Monday, September 28, 2009

Syllabus for the Revolution

As a former teacher, I've often wondered whether teaching helps or hurts your grasp of a subject matter. I've heard people say that preparing for class really helps you think through the issues at hand. It's like science that way. If you can't test it, you're dealing with metaphysics rather than physics. And if you can't teach it, you don't really know what you're talking about.

I suppose that's part of the motivation for doing a blog. You need some accountability, no matter how small the readership. On the other hand, when you're teaching a class, you're gearing up for the lowest common denominator. Unless you're teaching a graduate seminar, you want to spit out digested material that makes sense to somebody with no prior training in the subject, and probably no prior interest.

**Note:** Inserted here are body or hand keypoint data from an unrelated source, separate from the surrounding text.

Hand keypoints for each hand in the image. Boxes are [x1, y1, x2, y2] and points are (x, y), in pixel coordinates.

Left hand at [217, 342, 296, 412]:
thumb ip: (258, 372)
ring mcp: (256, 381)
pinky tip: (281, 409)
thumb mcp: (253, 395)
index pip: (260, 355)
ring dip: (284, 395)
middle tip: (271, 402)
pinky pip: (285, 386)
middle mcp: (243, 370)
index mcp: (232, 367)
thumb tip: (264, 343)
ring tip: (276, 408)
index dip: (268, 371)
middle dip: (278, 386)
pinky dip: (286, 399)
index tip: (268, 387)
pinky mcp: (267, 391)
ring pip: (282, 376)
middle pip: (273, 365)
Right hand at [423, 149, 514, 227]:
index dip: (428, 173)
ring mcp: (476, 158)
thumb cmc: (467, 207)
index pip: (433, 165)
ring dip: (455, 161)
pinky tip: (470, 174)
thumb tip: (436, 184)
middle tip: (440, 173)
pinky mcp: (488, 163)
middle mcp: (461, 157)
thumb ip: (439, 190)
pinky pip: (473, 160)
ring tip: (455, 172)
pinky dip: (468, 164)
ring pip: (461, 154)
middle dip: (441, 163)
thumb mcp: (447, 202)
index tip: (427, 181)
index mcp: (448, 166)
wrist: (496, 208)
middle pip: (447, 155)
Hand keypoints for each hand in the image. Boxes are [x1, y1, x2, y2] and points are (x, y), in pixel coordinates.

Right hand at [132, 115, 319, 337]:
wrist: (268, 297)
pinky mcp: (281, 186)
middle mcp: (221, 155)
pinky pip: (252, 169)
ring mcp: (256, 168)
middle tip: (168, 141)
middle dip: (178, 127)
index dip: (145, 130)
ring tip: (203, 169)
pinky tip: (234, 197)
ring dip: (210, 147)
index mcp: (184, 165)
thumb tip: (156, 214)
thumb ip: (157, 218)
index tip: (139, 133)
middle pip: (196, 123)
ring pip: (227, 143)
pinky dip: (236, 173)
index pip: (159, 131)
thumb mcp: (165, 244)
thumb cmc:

At any rate, I can't help but think in terms of classes. When I approach Soviet history, I imagine a class. What would the syllabus look like? I would think the best class would focus on the Revolution proper. One can talk about antecedents, and one can talk about legacy, but ultimately it's the revolt itself that makes for a unique historical experience with something interesting to say about the human experience. Revolutions don't happen often, and they don't happen very often because the world can't stand on its head for long stretches of time.

Scholars of the Soviet experience (see Djilas' The New Class for example) revel in what they perceive to be an irony about the Revolution's aftermath: and that is that the revolutionaries became the new elites, the new bureaucrats. Yet this isn't real irony. How long could any society remain so volatile? The Social Revolutionaries and Anarchists were already shocked by societal ossification even as the Bolshevik's consolidated their power.

But back to Syllabus... I'd say you would want to cover Marx in some detail, with a quick description of socialism in general. You'd also want to cover 1905, World War I, the February Revolution, and October. Perhaps something on the structure of the Ancien Regime, especially in terms of class and gender, would be useful. Then I'm thinking that a lecture on comparative revolutions would help to contextualize the great event. Separate lectures on politics, economics, gender, and the arts would be nice. Separate lectures on the various segments of society would be nice too, especially the intelligentsia, military, peasantry, nationalities, Jewish minority, working class, aristocracy, church, and tsar. After that, you move into Stalinism, World War II, and the decaying legacy of the revolution.

Most importantly, you'd want to consider the collapse of the Soviet Empire and what the Revolution continues to mean today and might mean tomorrow.